Repeat all the lines below exactly, but omit the pictures.

(DATA UNDER STUDY)

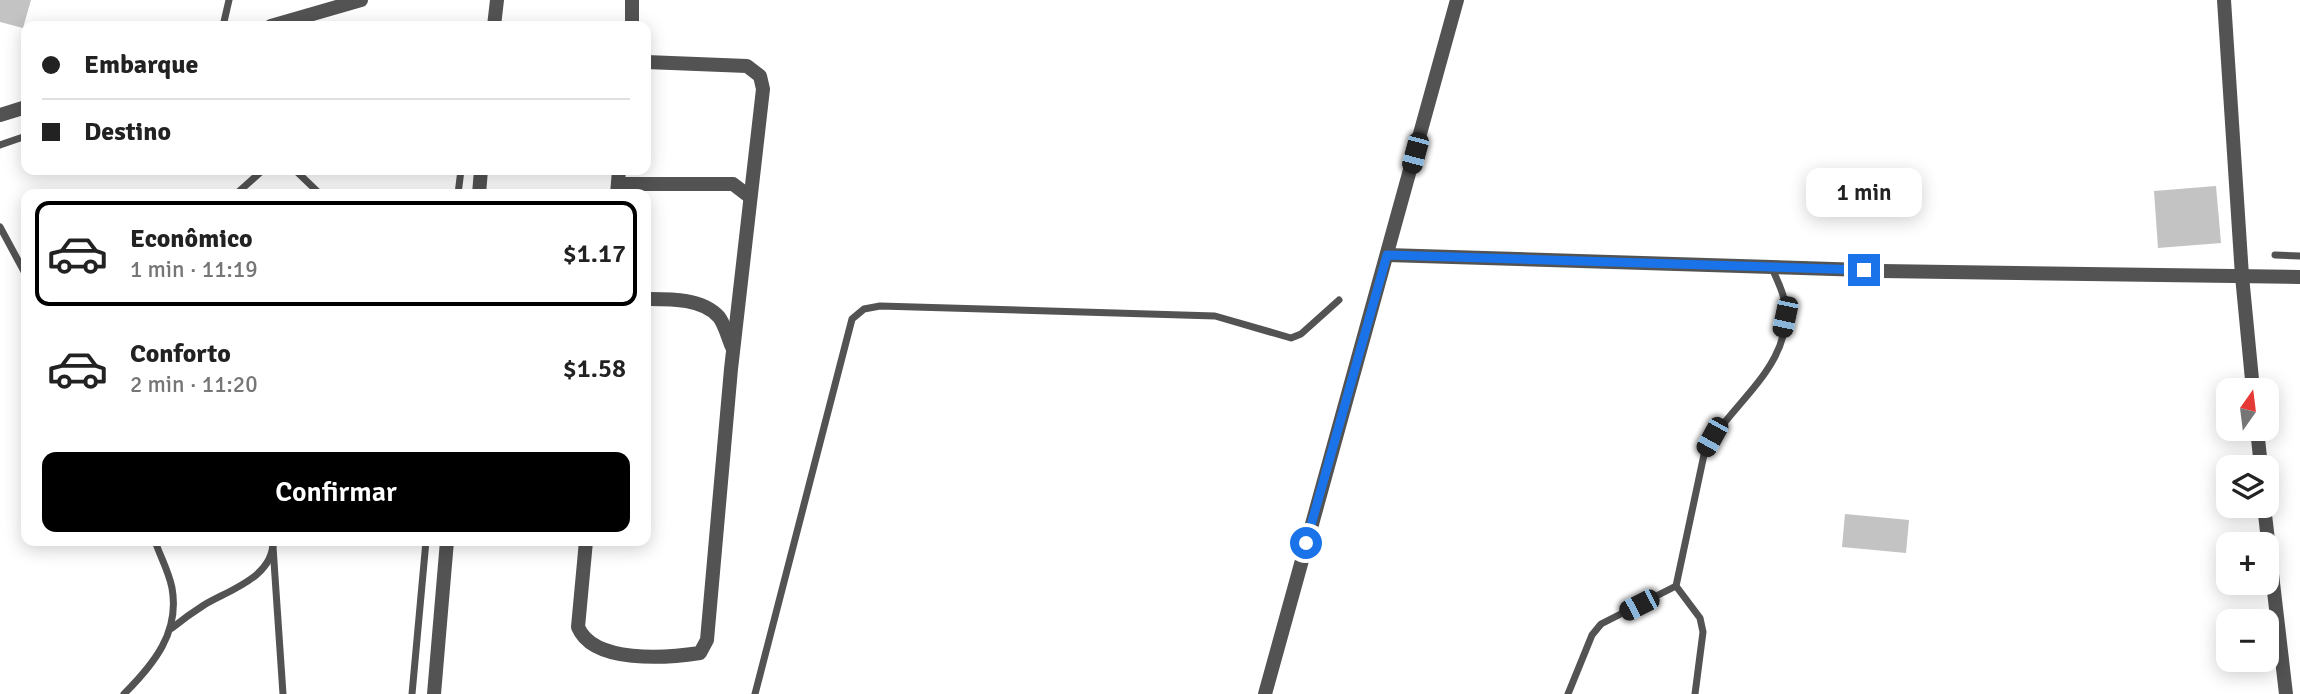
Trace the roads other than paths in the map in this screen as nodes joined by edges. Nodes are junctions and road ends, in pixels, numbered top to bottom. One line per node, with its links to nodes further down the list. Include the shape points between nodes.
1 (229, 0): 7 (lane)
2 (361, 0): 8 (street)
3 (496, 0): 9 (street)
4 (632, 0): 10 (street)
5 (1457, 0): 23 (street)
6 (2224, 0): 30 (street)
7 (224, 21)
8 (288, 21)
9 (494, 21)
10 (632, 21)
11 (651, 62): 21 (street, via 747,66 760,76 763,89)
12 (21, 109): 13 (street)
13 (0, 116)
14 (21, 138): 15 (lane)
15 (0, 145)
16 (257, 175): 19 (lane)
17 (300, 175): 20 (lane)
18 (618, 183): 21 (street, via 733,184)
19 (242, 189)
20 (315, 189)
21 (750, 197): 34 (street)
22 (0, 227): 26 (lane)
23 (1387, 255): 27 (street); 50 (street)
24 (2275, 255): 25 (lane)
25 (2300, 256)
26 (21, 266)
27 (1771, 267): 28 (street); 43 (lane, via 1784,297 1782,332 1760,383 1705,450)
28 (1864, 270)
29 (1881, 271): 30 (street)
30 (2242, 276): 31 (street); 35 (street)
31 (2300, 277)
32 (651, 299): 34 (street, via 704,306 719,318)
33 (1339, 300): 49 (lane, via 1291,338 1215,316 880,306 856,314)
34 (733, 349): 42 (street, via 707,640 700,653 667,658 615,653 592,646 582,637 578,627)
35 (2252, 378)
36 (2265, 518): 53 (street)
37 (157, 546): 44 (lane, via 172,588)
38 (272, 546): 44 (lane, via 267,564 254,577)
39 (273, 546): 46 (lane)
40 (426, 546): 47 (lane)
41 (447, 546): 48 (street)
42 (586, 546)
43 (1676, 586): 51 (lane, via 1601,624); 52 (lane, via 1700,618 1703,632)
44 (172, 628): 45 (lane, via 158,656)
45 (124, 694)
46 (283, 694)
47 (412, 694)
48 (434, 694)
49 (755, 694)
50 (1265, 694)
51 (1568, 694)
52 (1695, 694)
53 (2286, 694)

(End DATA UNDER STUDY)

WRITTEN REPLY:
Trace the roads other than paths in the map in this screen as nodes joined by edges. Nodes are junctions and road ends, in pixels, numbered top to bottom. One line per node, with its links to nodes further down the list. Include the shape points between nodes.
1 (229, 0): 7 (lane)
2 (361, 0): 8 (street)
3 (496, 0): 9 (street)
4 (632, 0): 10 (street)
5 (1457, 0): 23 (street)
6 (2224, 0): 30 (street)
7 (224, 21)
8 (288, 21)
9 (494, 21)
10 (632, 21)
11 (651, 62): 21 (street, via 747,66 760,76 763,89)
12 (21, 109): 13 (street)
13 (0, 116)
14 (21, 138): 15 (lane)
15 (0, 145)
16 (257, 175): 19 (lane)
17 (300, 175): 20 (lane)
18 (618, 183): 21 (street, via 733,184)
19 (242, 189)
20 (315, 189)
21 (750, 197): 34 (street)
22 (0, 227): 26 (lane)
23 (1387, 255): 27 (street); 50 (street)
24 (2275, 255): 25 (lane)
25 (2300, 256)
26 (21, 266)
27 (1771, 267): 28 (street); 43 (lane, via 1784,297 1782,332 1760,383 1705,450)
28 (1864, 270)
29 (1881, 271): 30 (street)
30 (2242, 276): 31 (street); 35 (street)
31 (2300, 277)
32 (651, 299): 34 (street, via 704,306 719,318)
33 (1339, 300): 49 (lane, via 1291,338 1215,316 880,306 856,314)
34 (733, 349): 42 (street, via 707,640 700,653 667,658 615,653 592,646 582,637 578,627)
35 (2252, 378)
36 (2265, 518): 53 (street)
37 (157, 546): 44 (lane, via 172,588)
38 (272, 546): 44 (lane, via 267,564 254,577)
39 (273, 546): 46 (lane)
40 (426, 546): 47 (lane)
41 (447, 546): 48 (street)
42 (586, 546)
43 (1676, 586): 51 (lane, via 1601,624); 52 (lane, via 1700,618 1703,632)
44 (172, 628): 45 (lane, via 158,656)
45 (124, 694)
46 (283, 694)
47 (412, 694)
48 (434, 694)
49 (755, 694)
50 (1265, 694)
51 (1568, 694)
52 (1695, 694)
53 (2286, 694)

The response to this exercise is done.